O Conselho Permanente de Justiça Militar de Alagoas decidiu pela absolvição dos policiais militares José Rogério Mariano da Silva e Samuel Jackson Oliveira de Lima, que respondiam pela morte da soldado Izabelle Pereira dos Santos, ocorrida em Maceió.
O episódio remonta à noite de 30 de agosto de 2014, no bairro do Barro Duro, quando os três integrantes da corporação atuavam em serviço dentro de uma viatura oficial. Durante o deslocamento, um disparo de arma de fogo atingiu a soldado, que não resistiu aos ferimentos.
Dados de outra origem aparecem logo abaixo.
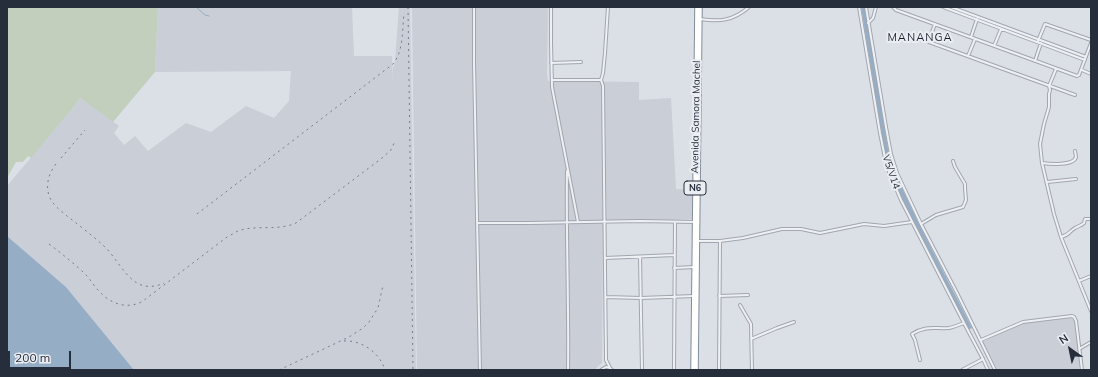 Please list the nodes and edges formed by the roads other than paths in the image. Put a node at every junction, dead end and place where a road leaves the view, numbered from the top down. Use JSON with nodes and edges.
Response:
{"nodes":[{"id":1,"x":474,"y":7,"type":"edge"},
{"id":2,"x":551,"y":7,"type":"edge"},
{"id":3,"x":608,"y":7,"type":"edge"},
{"id":4,"x":697,"y":7,"type":"edge"},
{"id":5,"x":700,"y":7,"type":"edge"},
{"id":6,"x":749,"y":7,"type":"edge"},
{"id":7,"x":859,"y":7,"type":"edge"},
{"id":8,"x":866,"y":7,"type":"edge"},
{"id":9,"x":876,"y":7,"type":"edge"},
{"id":10,"x":893,"y":7,"type":"edge"},
{"id":11,"x":943,"y":7,"type":"edge"},
{"id":12,"x":951,"y":7,"type":"edge"},
{"id":13,"x":962,"y":7,"type":"edge"},
{"id":14,"x":960,"y":12,"type":"junction"},
{"id":15,"x":977,"y":18,"type":"junction"},
{"id":16,"x":698,"y":19,"type":"junction"},
{"id":17,"x":868,"y":23,"type":"junction"},
{"id":18,"x":935,"y":24,"type":"junction"},
{"id":19,"x":1000,"y":29,"type":"junction"},
{"id":20,"x":1021,"y":35,"type":"junction"},
{"id":21,"x":971,"y":37,"type":"junction"},
{"id":22,"x":975,"y":38,"type":"junction"},
{"id":23,"x":1091,"y":40,"type":"edge"},
{"id":24,"x":1040,"y":42,"type":"junction"},
{"id":25,"x":1091,"y":43,"type":"edge"},
{"id":26,"x":994,"y":46,"type":"junction"},
{"id":27,"x":1090,"y":48,"type":"edge"},
{"id":28,"x":968,"y":56,"type":"junction"},
{"id":29,"x":1086,"y":58,"type":"junction"},
{"id":30,"x":1035,"y":61,"type":"junction"},
{"id":31,"x":581,"y":62,"type":"dead end"},
{"id":32,"x":551,"y":63,"type":"junction"},
{"id":33,"x":1056,"y":69,"type":"junction"},
{"id":34,"x":1082,"y":70,"type":"junction"},
{"id":35,"x":1091,"y":74,"type":"edge"},
{"id":36,"x":552,"y":80,"type":"junction"},
{"id":37,"x":601,"y":80,"type":"junction"},
{"id":38,"x":1049,"y":86,"type":"junction"},
{"id":39,"x":1075,"y":95,"type":"dead end"},
{"id":40,"x":1074,"y":150,"type":"dead end"},
{"id":41,"x":954,"y":161,"type":"dead end"},
{"id":42,"x":1042,"y":163,"type":"junction"},
{"id":43,"x":567,"y":167,"type":"junction"},
{"id":44,"x":1076,"y":179,"type":"dead end"},
{"id":45,"x":1047,"y":182,"type":"junction"},
{"id":46,"x":1091,"y":219,"type":"edge"},
{"id":47,"x":912,"y":221,"type":"junction"},
{"id":48,"x":578,"y":222,"type":"junction"},
{"id":49,"x":605,"y":222,"type":"junction"},
{"id":50,"x":675,"y":222,"type":"junction"},
{"id":51,"x":694,"y":222,"type":"junction"},
{"id":52,"x":478,"y":223,"type":"junction"},
{"id":53,"x":566,"y":223,"type":"junction"},
{"id":54,"x":921,"y":224,"type":"junction"},
{"id":55,"x":1061,"y":237,"type":"junction"},
{"id":56,"x":696,"y":241,"type":"junction"},
{"id":57,"x":720,"y":241,"type":"junction"},
{"id":58,"x":674,"y":255,"type":"junction"},
{"id":59,"x":640,"y":257,"type":"junction"},
{"id":60,"x":605,"y":258,"type":"junction"},
{"id":61,"x":694,"y":267,"type":"junction"},
{"id":62,"x":674,"y":268,"type":"junction"},
{"id":63,"x":1091,"y":276,"type":"edge"},
{"id":64,"x":1079,"y":281,"type":"junction"},
{"id":65,"x":748,"y":295,"type":"dead end"},
{"id":66,"x":694,"y":296,"type":"junction"},
{"id":67,"x":719,"y":296,"type":"junction"},
{"id":68,"x":606,"y":297,"type":"junction"},
{"id":69,"x":674,"y":297,"type":"junction"},
{"id":70,"x":641,"y":298,"type":"junction"},
{"id":71,"x":740,"y":305,"type":"dead end"},
{"id":72,"x":1091,"y":311,"type":"edge"},
{"id":73,"x":794,"y":322,"type":"dead end"},
{"id":74,"x":964,"y":323,"type":"junction"},
{"id":75,"x":751,"y":339,"type":"junction"},
{"id":76,"x":980,"y":340,"type":"junction"},
{"id":77,"x":1091,"y":342,"type":"edge"},
{"id":78,"x":1080,"y":349,"type":"junction"},
{"id":79,"x":983,"y":359,"type":"junction"},
{"id":80,"x":606,"y":360,"type":"junction"},
{"id":81,"x":920,"y":360,"type":"dead end"},
{"id":82,"x":602,"y":369,"type":"edge"},
{"id":83,"x":611,"y":369,"type":"edge"},
{"id":84,"x":480,"y":370,"type":"edge"},
{"id":85,"x":568,"y":370,"type":"edge"},
{"id":86,"x":642,"y":370,"type":"edge"},
{"id":87,"x":674,"y":370,"type":"edge"},
{"id":88,"x":692,"y":370,"type":"edge"},
{"id":89,"x":696,"y":370,"type":"edge"},
{"id":90,"x":719,"y":370,"type":"edge"},
{"id":91,"x":752,"y":370,"type":"edge"},
{"id":92,"x":962,"y":370,"type":"edge"},
{"id":93,"x":988,"y":370,"type":"edge"},
{"id":94,"x":995,"y":370,"type":"edge"},
{"id":95,"x":1082,"y":370,"type":"edge"}],
"edges":[{"from":1,"to":52,"type":"street"},
{"from":2,"to":32,"type":"street"},
{"from":3,"to":37,"type":"street"},
{"from":4,"to":16,"type":"highway","name":"Avenida Samora Machel","number":"N6"},
{"from":5,"to":16,"type":"highway","name":"Avenida Samora Machel","number":"N6"},
{"from":6,"to":16,"type":"street"},
{"from":7,"to":47,"type":"street","name":"V5/V14"},
{"from":8,"to":17,"type":"street"},
{"from":9,"to":17,"type":"street"},
{"from":10,"to":18,"type":"street"},
{"from":11,"to":14,"type":"street"},
{"from":12,"to":14,"type":"street"},
{"from":13,"to":14,"type":"street"},
{"from":14,"to":15,"type":"street"},
{"from":15,"to":19,"type":"street"},
{"from":15,"to":20,"type":"street"},
{"from":15,"to":21,"type":"street"},
{"from":16,"to":51,"type":"highway","name":"Avenida Samora Machel","number":"N6"},
{"from":16,"to":56,"type":"highway","name":"Avenida Samora Machel","number":"N6"},
{"from":17,"to":54,"type":"street"},
{"from":18,"to":21,"type":"street"},
{"from":18,"to":28,"type":"street"},
{"from":19,"to":20,"type":"street"},
{"from":19,"to":26,"type":"street"},
{"from":20,"to":24,"type":"street"},
{"from":21,"to":22,"type":"street"},
{"from":22,"to":26,"type":"street"},
{"from":22,"to":28,"type":"street"},
{"from":23,"to":24,"type":"street"},
{"from":24,"to":29,"type":"street"},
{"from":24,"to":30,"type":"street"},
{"from":25,"to":27,"type":"street"},
{"from":26,"to":30,"type":"street"},
{"from":27,"to":29,"type":"street"},
{"from":28,"to":38,"type":"street"},
{"from":29,"to":34,"type":"street"},
{"from":30,"to":33,"type":"street"},
{"from":31,"to":32,"type":"street"},
{"from":32,"to":36,"type":"street"},
{"from":33,"to":34,"type":"street"},
{"from":33,"to":38,"type":"street"},
{"from":34,"to":35,"type":"street"},
{"from":36,"to":37,"type":"street"},
{"from":36,"to":43,"type":"street"},
{"from":37,"to":49,"type":"street"},
{"from":38,"to":39,"type":"street"},
{"from":38,"to":42,"type":"street"},
{"from":40,"to":42,"type":"street"},
{"from":41,"to":54,"type":"street"},
{"from":42,"to":45,"type":"street"},
{"from":43,"to":48,"type":"street"},
{"from":43,"to":53,"type":"street"},
{"from":44,"to":45,"type":"street"},
{"from":45,"to":55,"type":"street"},
{"from":46,"to":55,"type":"street"},
{"from":47,"to":57,"type":"street"},
{"from":47,"to":74,"type":"street","name":"V5/V14"},
{"from":48,"to":49,"type":"street"},
{"from":48,"to":53,"type":"street"},
{"from":49,"to":50,"type":"street"},
{"from":49,"to":60,"type":"street"},
{"from":50,"to":51,"type":"street"},
{"from":50,"to":58,"type":"street"},
{"from":51,"to":56,"type":"highway","name":"Avenida Samora Machel","number":"N6"},
{"from":52,"to":53,"type":"street"},
{"from":52,"to":84,"type":"street"},
{"from":53,"to":85,"type":"street"},
{"from":54,"to":76,"type":"street"},
{"from":55,"to":64,"type":"street"},
{"from":56,"to":57,"type":"street"},
{"from":56,"to":61,"type":"highway","name":"Avenida Samora Machel","number":"N6"},
{"from":56,"to":89,"type":"highway","name":"Avenida Samora Machel","number":"N6"},
{"from":57,"to":67,"type":"street"},
{"from":58,"to":59,"type":"street"},
{"from":58,"to":62,"type":"street"},
{"from":59,"to":60,"type":"street"},
{"from":59,"to":70,"type":"street"},
{"from":60,"to":68,"type":"street"},
{"from":61,"to":62,"type":"street"},
{"from":61,"to":66,"type":"highway","name":"Avenida Samora Machel","number":"N6"},
{"from":62,"to":69,"type":"street"},
{"from":63,"to":64,"type":"street"},
{"from":64,"to":72,"type":"street"},
{"from":65,"to":67,"type":"street"},
{"from":66,"to":69,"type":"street"},
{"from":66,"to":88,"type":"highway","name":"Avenida Samora Machel","number":"N6"},
{"from":67,"to":90,"type":"street"},
{"from":68,"to":70,"type":"street"},
{"from":68,"to":80,"type":"street"},
{"from":69,"to":70,"type":"street"},
{"from":69,"to":87,"type":"street"},
{"from":70,"to":86,"type":"street"},
{"from":71,"to":75,"type":"street"},
{"from":73,"to":75,"type":"street"},
{"from":74,"to":79,"type":"street","name":"V5/V14"},
{"from":74,"to":81,"type":"street"},
{"from":75,"to":91,"type":"street"},
{"from":76,"to":78,"type":"street"},
{"from":76,"to":94,"type":"street"},
{"from":77,"to":78,"type":"street"},
{"from":78,"to":95,"type":"street"},
{"from":79,"to":92,"type":"street"},
{"from":79,"to":93,"type":"street","name":"V5/V14"},
{"from":80,"to":82,"type":"street"},
{"from":80,"to":83,"type":"street"},
{"from":82,"to":83,"type":"street"}]}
De acordo com a investigação, o tiro partiu de uma submetralhadora calibre .40 que estava no interior do veículo. A análise do caso apontou para a possibilidade de um disparo não intencional, ocorrido enquanto a equipe atendia a uma ocorrência.
Na decisão, o colegiado entendeu que não houve comprovação de conduta dolosa por parte dos acusados, ou seja, não ficou demonstrado que houve intenção ou aceitação do risco de provocar a morte da colega de farda. Diante da ausência de elementos suficientes para sustentar a acusação, prevaleceu o princípio jurídico de que, na dúvida, a interpretação deve favorecer os réus.
O desfecho encerra uma das investigações mais sensíveis envolvendo a corporação no estado, marcada pela complexidade das circunstâncias e pelo impacto interno gerado pela morte da militar durante o exercício da função.